-- Exercise goal --
Repeat exactly the lines of the entries below from the one with "middle mcp: (791, 913)" through the one with "pinky tip: (1159, 1046)", both ends included, and nothing else.

[Images with keypoint coordinates]

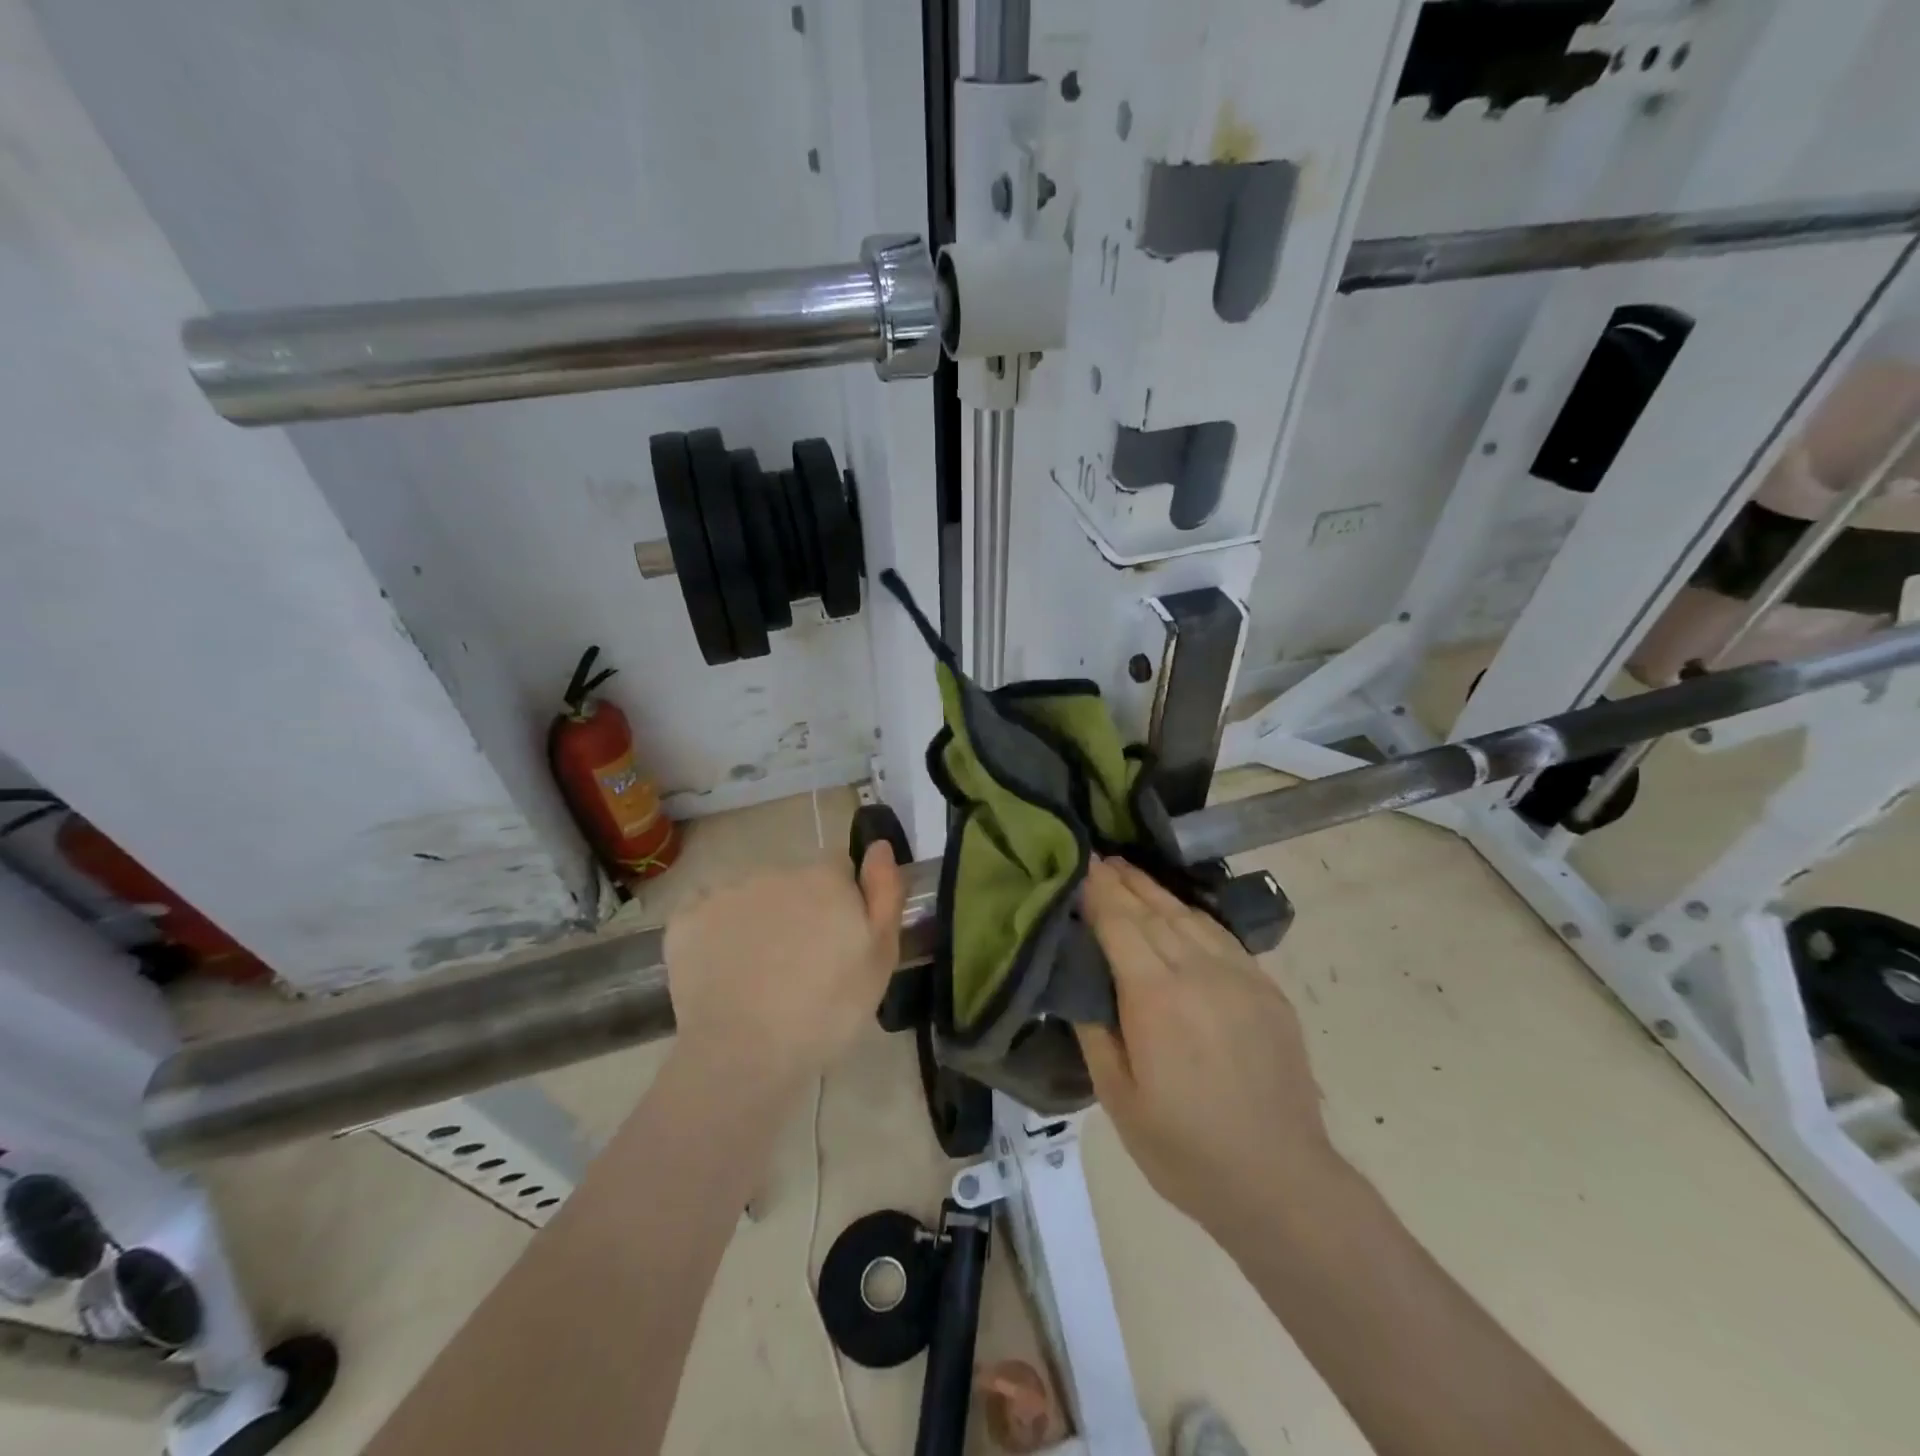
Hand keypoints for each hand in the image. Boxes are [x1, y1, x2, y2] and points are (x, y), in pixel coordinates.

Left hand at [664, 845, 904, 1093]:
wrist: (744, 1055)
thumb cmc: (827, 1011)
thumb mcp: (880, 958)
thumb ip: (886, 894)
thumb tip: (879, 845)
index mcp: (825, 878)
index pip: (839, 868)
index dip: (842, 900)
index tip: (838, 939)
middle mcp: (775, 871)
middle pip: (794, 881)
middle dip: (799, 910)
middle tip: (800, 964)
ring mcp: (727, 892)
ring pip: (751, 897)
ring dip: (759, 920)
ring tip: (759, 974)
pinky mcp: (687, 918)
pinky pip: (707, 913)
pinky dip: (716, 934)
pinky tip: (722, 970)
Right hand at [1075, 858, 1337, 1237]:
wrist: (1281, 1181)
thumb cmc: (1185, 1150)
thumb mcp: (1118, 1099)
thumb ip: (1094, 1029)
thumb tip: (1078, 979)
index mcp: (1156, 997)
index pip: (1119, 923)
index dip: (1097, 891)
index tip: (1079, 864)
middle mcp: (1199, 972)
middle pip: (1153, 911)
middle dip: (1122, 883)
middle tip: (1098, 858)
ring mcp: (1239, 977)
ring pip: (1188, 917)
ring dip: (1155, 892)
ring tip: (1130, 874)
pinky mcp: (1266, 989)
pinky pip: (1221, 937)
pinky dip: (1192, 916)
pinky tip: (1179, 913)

---

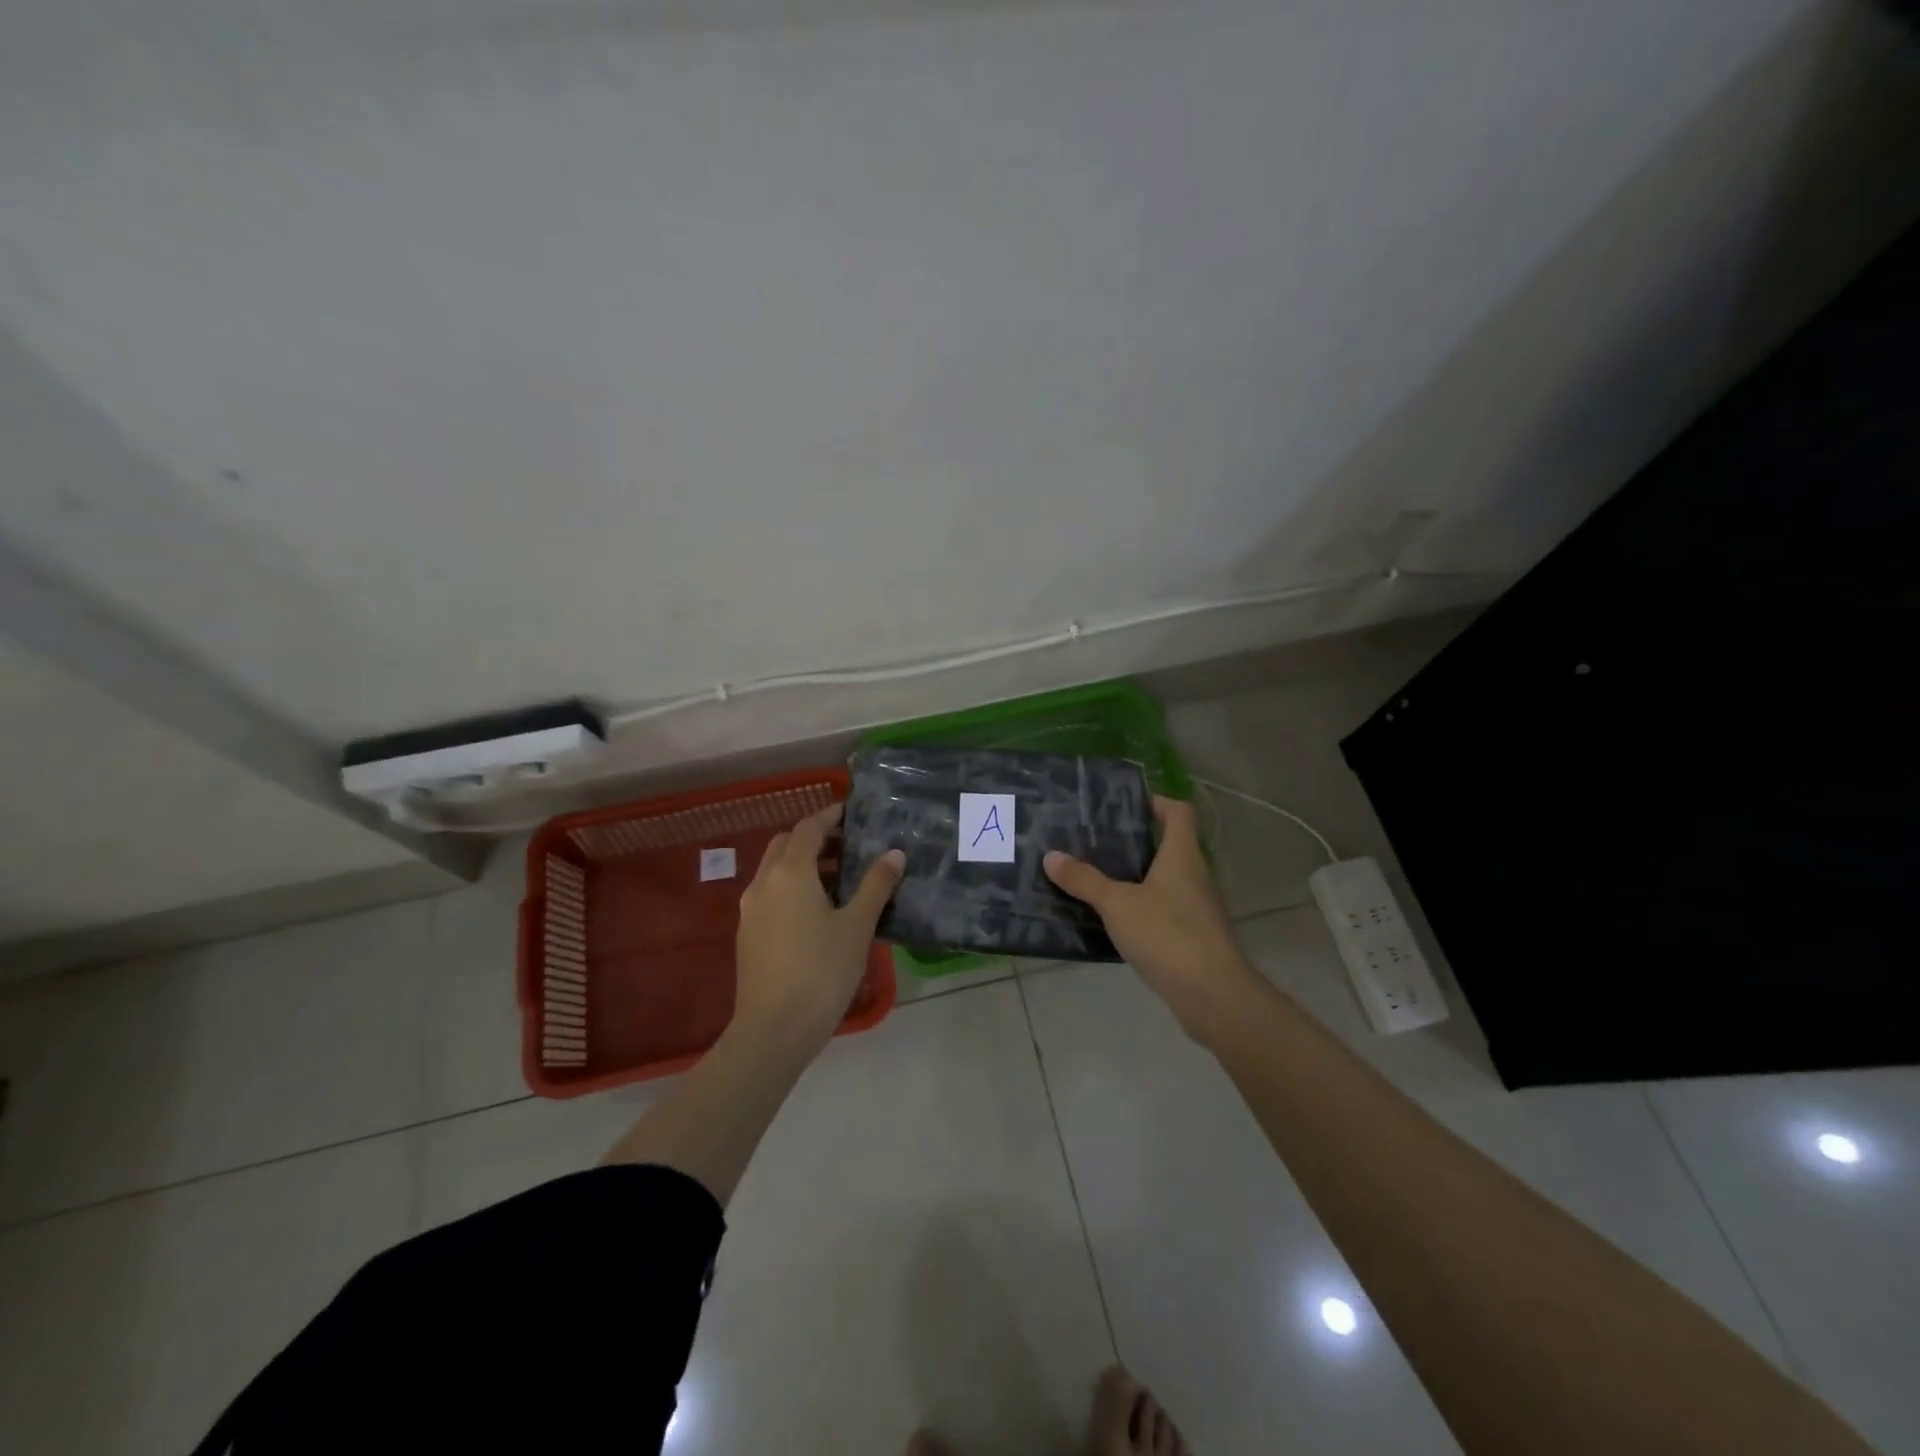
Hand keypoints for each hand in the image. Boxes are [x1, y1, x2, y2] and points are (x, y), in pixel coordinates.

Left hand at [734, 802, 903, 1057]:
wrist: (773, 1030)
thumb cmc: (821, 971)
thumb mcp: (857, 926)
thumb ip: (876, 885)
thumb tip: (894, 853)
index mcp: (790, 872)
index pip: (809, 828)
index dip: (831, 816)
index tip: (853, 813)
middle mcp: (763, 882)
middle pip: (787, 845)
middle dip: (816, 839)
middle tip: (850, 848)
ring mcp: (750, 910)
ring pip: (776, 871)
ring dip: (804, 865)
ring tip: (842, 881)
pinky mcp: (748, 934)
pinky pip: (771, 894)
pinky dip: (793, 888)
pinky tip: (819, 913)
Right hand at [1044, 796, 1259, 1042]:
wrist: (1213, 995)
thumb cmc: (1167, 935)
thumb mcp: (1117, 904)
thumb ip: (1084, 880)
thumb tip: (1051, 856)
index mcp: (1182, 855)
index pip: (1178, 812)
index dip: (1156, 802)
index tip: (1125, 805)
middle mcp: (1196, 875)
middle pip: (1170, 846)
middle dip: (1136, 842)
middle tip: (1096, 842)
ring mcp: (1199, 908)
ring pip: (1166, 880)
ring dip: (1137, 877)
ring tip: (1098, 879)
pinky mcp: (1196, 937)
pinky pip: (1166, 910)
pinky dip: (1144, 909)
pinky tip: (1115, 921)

---

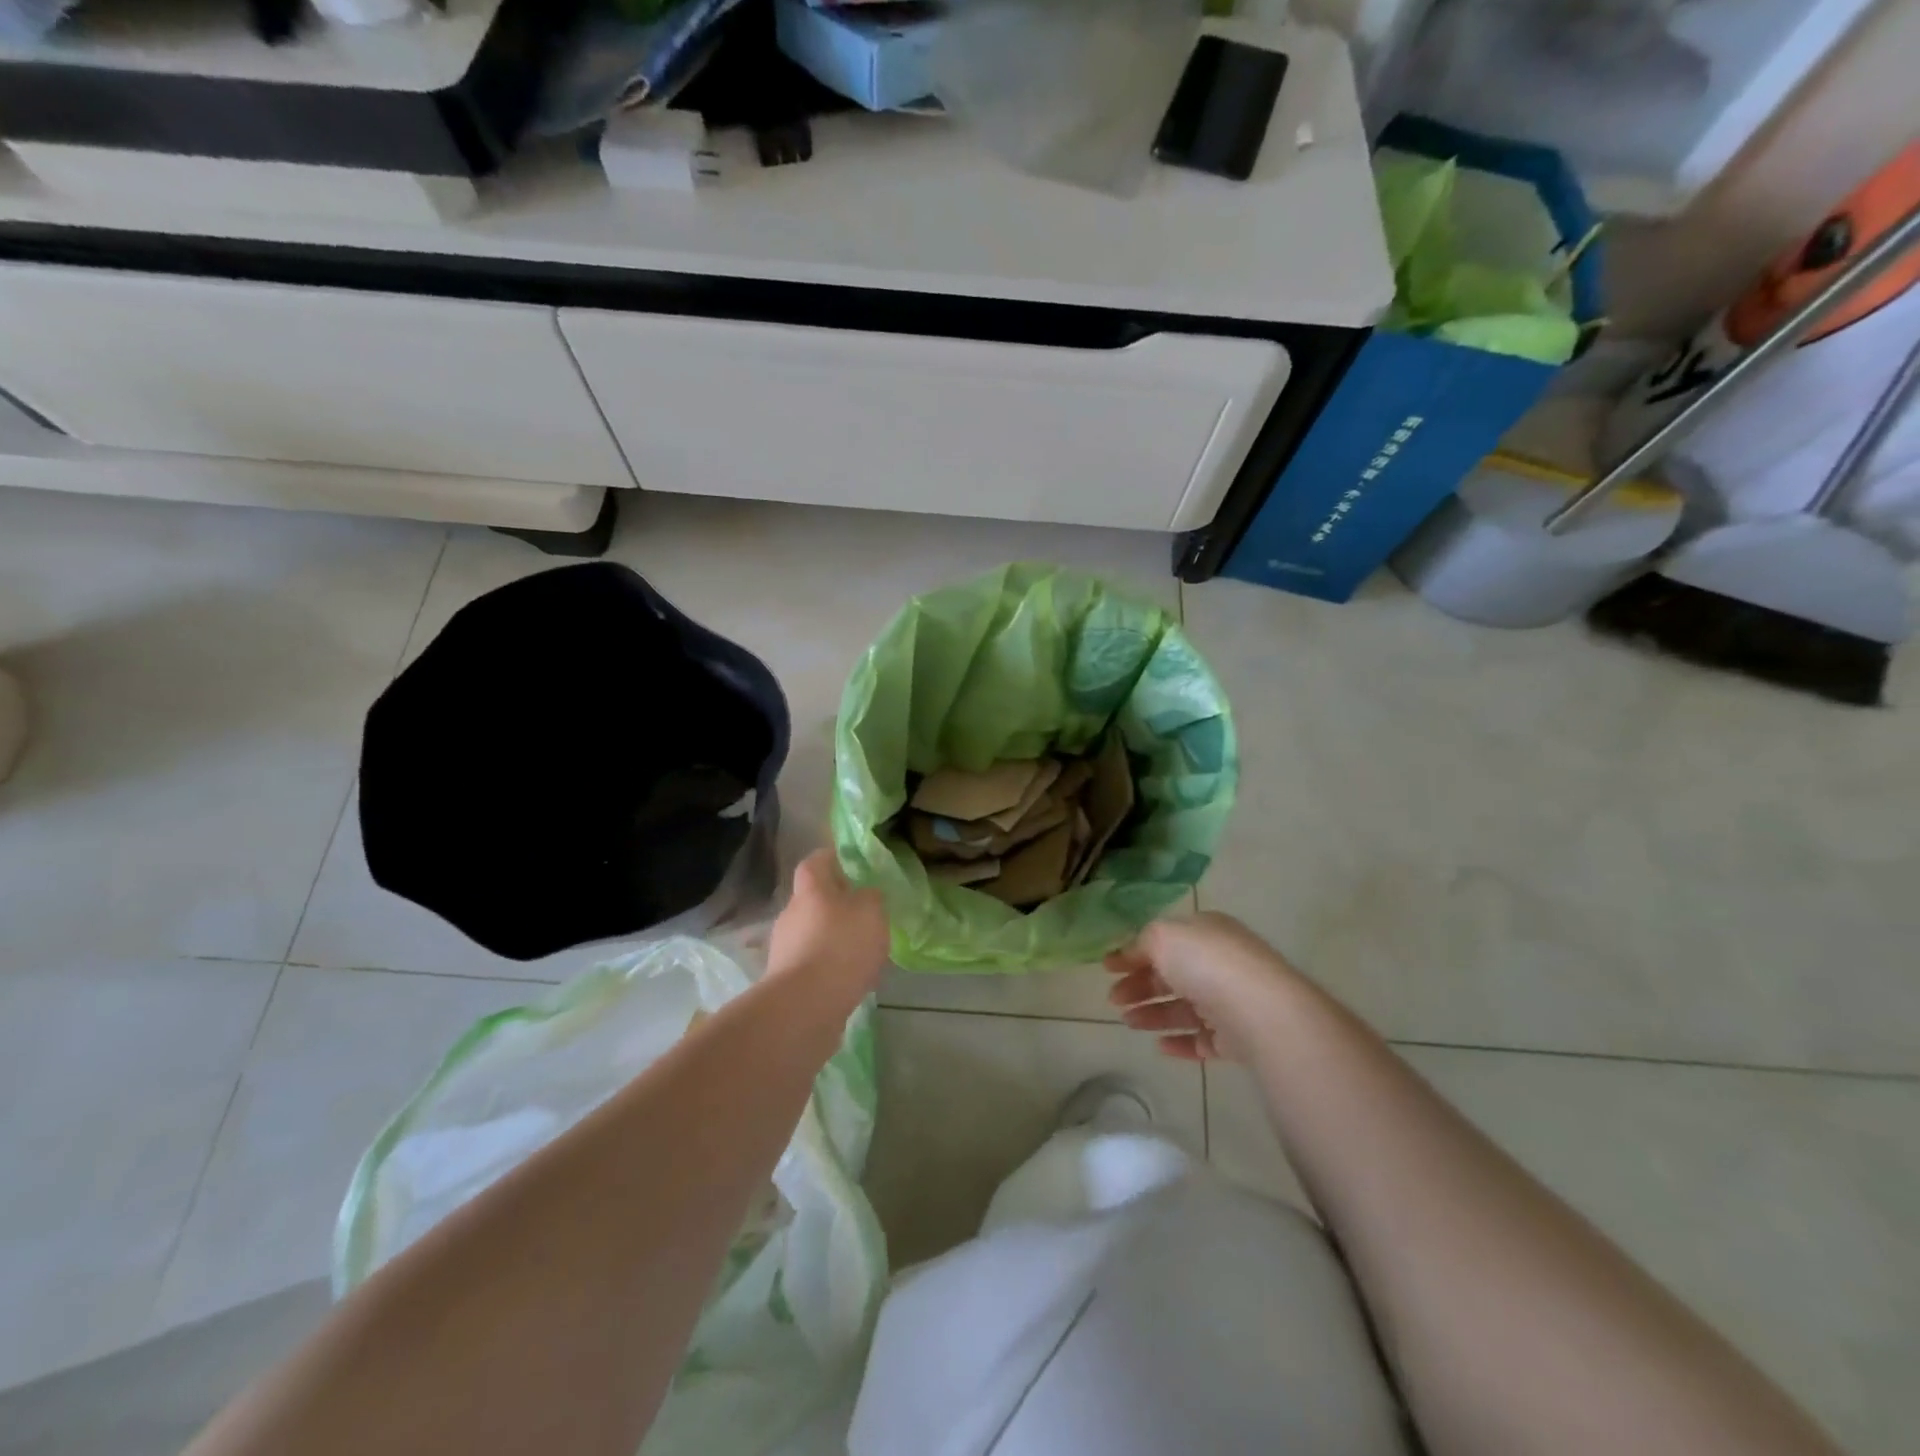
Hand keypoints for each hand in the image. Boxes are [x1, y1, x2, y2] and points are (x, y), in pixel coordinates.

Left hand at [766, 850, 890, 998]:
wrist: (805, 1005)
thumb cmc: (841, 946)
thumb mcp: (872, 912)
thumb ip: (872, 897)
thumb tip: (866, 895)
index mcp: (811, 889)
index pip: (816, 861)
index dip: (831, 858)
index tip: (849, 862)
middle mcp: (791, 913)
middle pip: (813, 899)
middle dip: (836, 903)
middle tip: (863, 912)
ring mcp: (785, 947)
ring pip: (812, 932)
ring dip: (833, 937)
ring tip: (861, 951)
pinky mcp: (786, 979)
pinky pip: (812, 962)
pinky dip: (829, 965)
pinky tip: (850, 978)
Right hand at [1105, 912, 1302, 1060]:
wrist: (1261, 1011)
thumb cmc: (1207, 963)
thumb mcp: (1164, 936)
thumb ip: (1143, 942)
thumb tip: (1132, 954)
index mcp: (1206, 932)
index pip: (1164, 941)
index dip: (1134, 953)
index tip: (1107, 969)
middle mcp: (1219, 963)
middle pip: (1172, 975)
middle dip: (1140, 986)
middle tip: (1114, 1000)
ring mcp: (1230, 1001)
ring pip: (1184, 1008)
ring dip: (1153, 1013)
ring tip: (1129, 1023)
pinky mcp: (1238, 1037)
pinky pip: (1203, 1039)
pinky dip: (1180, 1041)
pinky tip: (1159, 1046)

-- Task output --
middle mcp: (791, 913)
middle pip: (813, 899)
middle dip: (836, 903)
middle tip: (863, 912)
ring mcp: (785, 947)
ring pip: (812, 932)
ring dip: (833, 937)
ring tip: (861, 951)
pinky mcp: (786, 979)
pinky pip: (812, 962)
pinky dip: (829, 965)
pinky tip: (850, 978)
Right hand at [1105, 912, 1302, 1060]:
wrist: (1261, 1011)
thumb cmc: (1207, 963)
thumb mcp: (1164, 936)
thumb ip: (1143, 942)
thumb tip: (1132, 954)
index mcp: (1206, 932)
index pip: (1164, 941)
index dip: (1134, 953)
index tip: (1107, 969)
middle mcp: (1219, 963)
middle pip: (1172, 975)
middle dip: (1140, 986)
middle tip: (1114, 1000)
ring mcp: (1230, 1001)
ring pip: (1184, 1008)
ring dip: (1153, 1013)
ring tip: (1129, 1023)
pinky mcp: (1238, 1037)
pinky pip: (1203, 1039)
pinky dip: (1180, 1041)
pinky tip: (1159, 1046)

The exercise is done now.